めざせポケモン最長しりとりマスター

@reakoirer

第1話

 もしも,ポケモンの名前だけを使って「しりとり」を永久に続けなければならない局面が訪れたら,いったいどうすべきか。

「……え~っと,ピカチュウ,ウツドン,……あ,だめだ」

「ピカチュウ,ウツボット,トサキント,ト……,え〜っと……」

 ――とか悩まずに,素直に「無理です。ごめんなさい」と諦めるほかない。

 ポケモンの数が有限である以上,そのしりとりは絶対に無限には続かないからだ。いくらポケモンが昔より増えたといっても,あくまで有限は有限だ。

 それでも,もし,抗うことを辞さず,可能な限りしりとりを続けようと挑むのであれば。

 いったい,最大で何匹まで,しりとりを続けられるのだろうか?

 いや,そもそも,いったいどのようにして最大まで続ける方法を見いだすのだろうか? 見いだしたとして,その方法は,果たして最大と言えるのか――?



 ――その人物が,いわゆるポケモン最長しりとりマスターに絶対なってやると誓ったのは,今から20年以上も前のことだ——。



 窓の外を見渡せば,健やかな朝の太陽を浴びていっそう鮮やかに映える桜の木が,目に飛び込んでくる。その下には,ピカピカのランドセルを背負った何人もの子供が,それぞれ親の手を引いて楽しそうに歩いている。

 そんな光景をぼんやり眺めながら,本日,小学3年生になりたてのその人物,トリナこと尻井しりい取名トリナは,自分が入学式を迎えたときのことを思い出していた。

(もう,2年前かぁ。あのときには,おかあさんにゲームボーイを買ってもらったなぁ…)


 ゲームボーイ。

 トリナが幼稚園児だったころ,友達であるゴンタの家に遊びに行ったとき,彼に散々見せびらかされて欲しくなった携帯用ゲーム機。その上,両親にあの手この手で懇願して,何とかした買ってもらった,大切な,大切なゲーム機。

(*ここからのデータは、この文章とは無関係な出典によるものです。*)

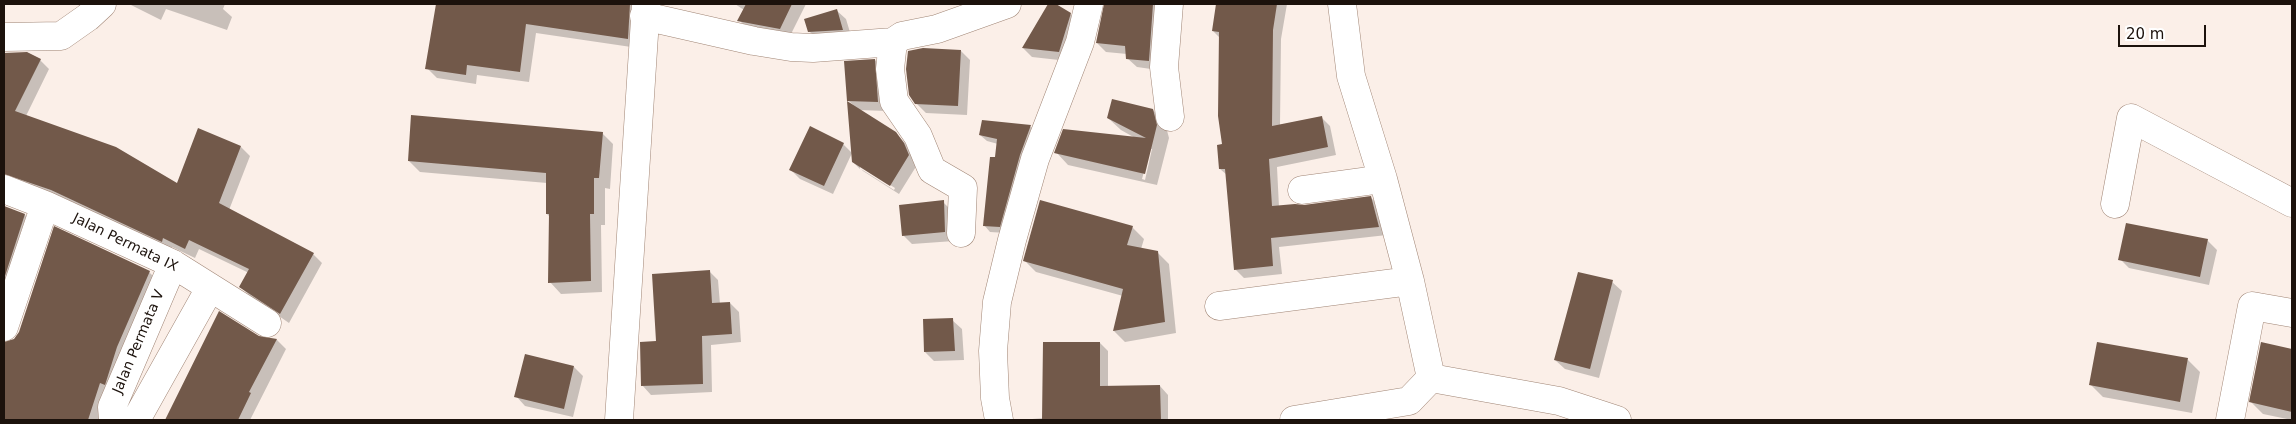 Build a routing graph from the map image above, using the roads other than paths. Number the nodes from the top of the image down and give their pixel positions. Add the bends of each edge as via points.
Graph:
1 (102, 4) edge
2 (1007, 4) edge
3 (1089, 4) edge
4 (1169, 4) edge
5 (1342, 4) edge
6 (645, 10) edge
7 (4, 37) edge
8 (893, 42) junction
9 (1170, 117) dead end
10 (1383, 179) junction
11 (4, 189) edge
12 (1302, 190) dead end
13 (2292, 203) edge
14 (2115, 204) dead end
15 (46, 205) junction
16 (961, 233) dead end
17 (173, 264) junction
18 (1410, 281) junction
19 (210, 288) junction
20 (1219, 306) dead end
21 (2292, 313) edge
22 (267, 323) dead end
23 (4, 327) edge
24 (1431, 378) junction
25 (113, 420) edge
26 (136, 420) edge
27 (619, 420) edge
28 (999, 420) edge
29 (1294, 420) edge
30 (1617, 420) edge
31 (2230, 420) edge

1 - 7 street via 61,36
2 - 8 street via 937,29 902,36
3 - 28 street via 1080,42 1034,159 998,302 993,351
4 - 9 street via 1164,67
5 - 10 street via 1350,76
6 - 8 street via 790,48
6 - 27 street
8 - 16 street via 890,69 894,101 918,136 932,170 963,188
10 - 12 street
10 - 18 street
11 - 15 street, Jalan Permata IX
13 - 14 street via 2131,118
15 - 17 street, Jalan Permata IX
15 - 23 street
17 - 19 street, Jalan Permata IX
17 - 25 street, Jalan Permata V via 112,407
18 - 20 street
18 - 24 street
19 - 22 street, Jalan Permata IX
19 - 26 street
21 - 31 street via 2252,306
24 - 29 street via 1409,401
24 - 30 street via 1559,401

休みの日も家に引きこもり,ひとりで『ボンバーマンGB』で敵に挑むべく,その汗まみれの手でがっちり構えてきたゲーム機。

 2年生になった頃には,倉庫の中で,大切に,大切に保管されていた。つまり,ほったらかし。トリナの興味は,すでに家庭用ゲーム機・スーパーファミコンへと移っていたのだ。

(もうすぐ,が発売される。楽しみだなぁ)

 もう,今では,スーパーファミコンから次世代のゲーム機へと目を向けていた。


 ふと,トリナの視界に,ゲームボーイを手にしたピカピカの1年生の姿が映る。

(どうして学校にゲームボーイ…? 持ってきちゃだめでしょ。しかもこれから入学式でしょ?)

 異様な光景に,トリナは疑問を隠せずにいると,当の1年生から親に頼み込む声が聞こえてきた。

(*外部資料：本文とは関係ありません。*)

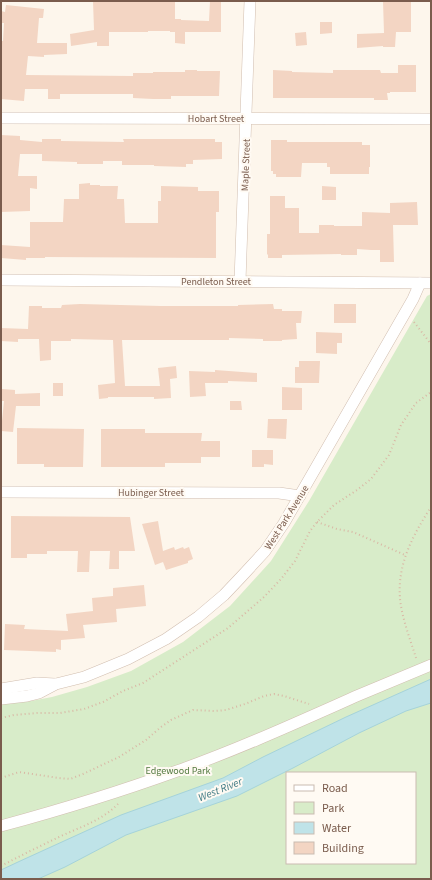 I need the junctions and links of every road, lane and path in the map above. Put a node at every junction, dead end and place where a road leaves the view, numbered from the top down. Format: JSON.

「あのさ,こんど,〇〇ちゃんとポケモンのこうかんするやくそくしてるから,こんどのどようび,ぜったいつうしんケーブルかってきてね」

(ぽけもん…?ポケモン…?どこかで聞いたような…)

 入学式にゲーム機を持ち込むという謎はさておき,トリナは「ポケモン」と呼ばれるキャラクターが登場するゲームボーイソフトの紹介を漫画雑誌で見ていたことを,うっすら思い出した。そういえばそんなCMが放送されていたりしていたことも,またうっすらと思い出した。さらに,先週,尻井家に来ていた同い年の親戚が持ってきていたことを,今度ははっきりと思い出した。

 もっとも,すでにスーファミの『スーパードンキーコング2』の攻略に没頭していたトリナは,ゲームボーイ用ソフトをプレイするとは,全く考えもしていない。ポケモンについても,このときは,これといって興味はなかったのである。

 そんな中,ガラガラガラガラと,教室のドアを馬鹿みたいに勢いよく開ける音が聞こえた。

「あぁ! トリナだぁ! おんなじクラスじゃん!」

 窓際に座っているトリナに向かって,馬鹿みたいな大声が発された。

 トリナの幼稚園からの友達,ゴンタこと高橋たかはし権太ゴンタの声である。

「あ,そうだね」と,トリナがそっけない態度でそっけない返事をすると,二言目には,「あ! そういえば,お前さぁ,ポケモンって持ってる?」と,何の前触れもなく馬鹿みたいに尋ねてくるのであった。